Instructions to follow. Reproduce every entry exactly, without alteration.

Data records.
== Segment start ==

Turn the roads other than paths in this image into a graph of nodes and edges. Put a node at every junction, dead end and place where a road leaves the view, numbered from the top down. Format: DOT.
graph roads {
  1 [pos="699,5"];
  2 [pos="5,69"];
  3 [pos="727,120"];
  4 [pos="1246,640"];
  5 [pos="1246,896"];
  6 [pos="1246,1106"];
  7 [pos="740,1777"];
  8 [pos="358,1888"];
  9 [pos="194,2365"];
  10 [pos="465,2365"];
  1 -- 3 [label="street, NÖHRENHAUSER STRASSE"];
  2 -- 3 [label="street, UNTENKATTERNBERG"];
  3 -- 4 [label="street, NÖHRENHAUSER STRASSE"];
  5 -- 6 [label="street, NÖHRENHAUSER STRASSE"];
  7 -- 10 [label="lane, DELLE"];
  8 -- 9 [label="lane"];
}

== Segment end ==

Solution to this problem.
Turn the roads other than paths in this image into a graph of nodes and edges. Put a node at every junction, dead end and place where a road leaves the view, numbered from the top down. Format: DOT.
graph roads {
  1 [pos="699,5"];
  2 [pos="5,69"];
  3 [pos="727,120"];
  4 [pos="1246,640"];
  5 [pos="1246,896"];
  6 [pos="1246,1106"];
  7 [pos="740,1777"];
  8 [pos="358,1888"];
  9 [pos="194,2365"];
  10 [pos="465,2365"];
  1 -- 3 [label="street, NÖHRENHAUSER STRASSE"];
  2 -- 3 [label="street, UNTENKATTERNBERG"];
  3 -- 4 [label="street, NÖHRENHAUSER STRASSE"];
  5 -- 6 [label="street, NÖHRENHAUSER STRASSE"];
  7 -- 10 [label="lane, DELLE"];
  8 -- 9 [label="lane"];
}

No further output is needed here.